Neurons fire. Enough of them, connected in the right ways, and something happens that no individual neuron exhibits. Consciousness. The neural activity is measurable. The experience is undeniable. The connection between them remains a mystery.

Traders make individual decisions. The collective produces prices, trends, crashes — phenomena that exist only at the level of the market, not at the level of any participant.

Words have definitions. Combine them and meaning emerges that no word carries alone. Poetry, humor, irony. Properties of the arrangement.

Cities are buildings, roads, people. But a city is more than infrastructure plus population. It has character, pace, culture — things that dissolve when you try to locate them in any single element.


Emergence limits reductionism. Knowing everything about the parts doesn’t automatically tell you about the whole. The interactions generate novelty.

This matters for how you explain things. Traffic patterns require traffic vocabulary, even though cars are made of atoms. Consciousness requires mental vocabulary, even if it runs on neurons. The higher-level patterns are real. They need their own language.

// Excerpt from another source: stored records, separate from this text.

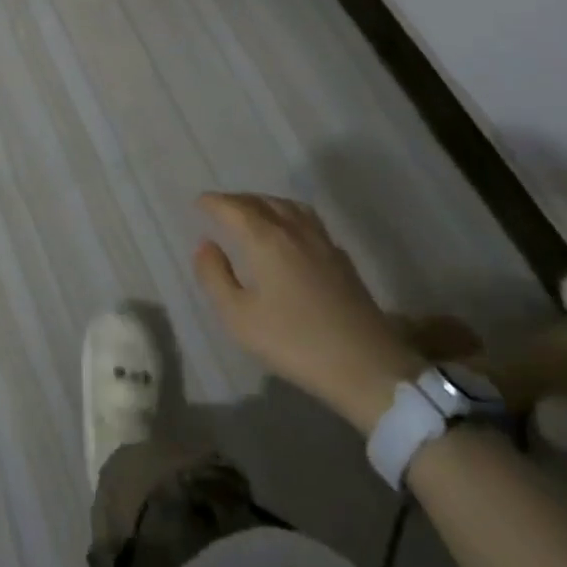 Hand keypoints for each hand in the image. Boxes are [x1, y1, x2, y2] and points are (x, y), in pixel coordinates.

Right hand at [193, 193, 425, 433]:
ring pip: (289, 206)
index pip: (234, 208)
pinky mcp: (342, 259)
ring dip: (266, 203)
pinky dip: (289, 216)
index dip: (214, 202)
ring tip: (253, 213)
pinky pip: (308, 221)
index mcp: (266, 239)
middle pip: (262, 201)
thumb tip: (205, 246)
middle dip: (238, 200)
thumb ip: (215, 277)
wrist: (367, 366)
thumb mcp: (239, 318)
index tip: (199, 203)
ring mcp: (322, 242)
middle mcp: (294, 230)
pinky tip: (289, 235)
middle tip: (220, 208)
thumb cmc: (294, 342) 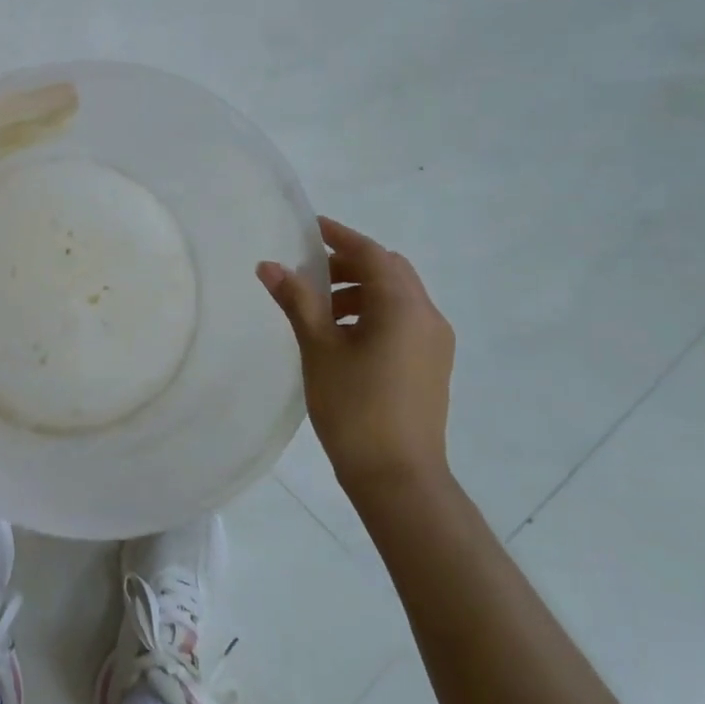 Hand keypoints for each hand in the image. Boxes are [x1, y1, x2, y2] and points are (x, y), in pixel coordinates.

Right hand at [257, 217, 454, 498]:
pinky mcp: (432, 364)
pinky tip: (342, 336)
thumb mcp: (319, 348)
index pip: (372, 254)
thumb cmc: (355, 407)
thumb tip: (269, 265)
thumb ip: (297, 300)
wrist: (398, 477)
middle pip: (389, 271)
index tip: (311, 226)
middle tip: (310, 271)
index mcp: (404, 307)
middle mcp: (428, 316)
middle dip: (350, 263)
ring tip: (320, 310)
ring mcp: (434, 343)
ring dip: (360, 290)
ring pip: (397, 296)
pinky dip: (373, 312)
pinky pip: (402, 320)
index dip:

I find this both frustrating and fascinating. You can understand every module in a codebase and still be surprised by how the system behaves. You can know every person in an organization and still not understand its culture.

The whole is what happens when parts interact. And interaction is where the interesting stuff lives.

Go Deeper

Books

  • Emergence by Steven Johnson — Accessible introduction via ants, cities, software.
  • Complexity: A Guided Tour by Melanie Mitchell — The best modern overview.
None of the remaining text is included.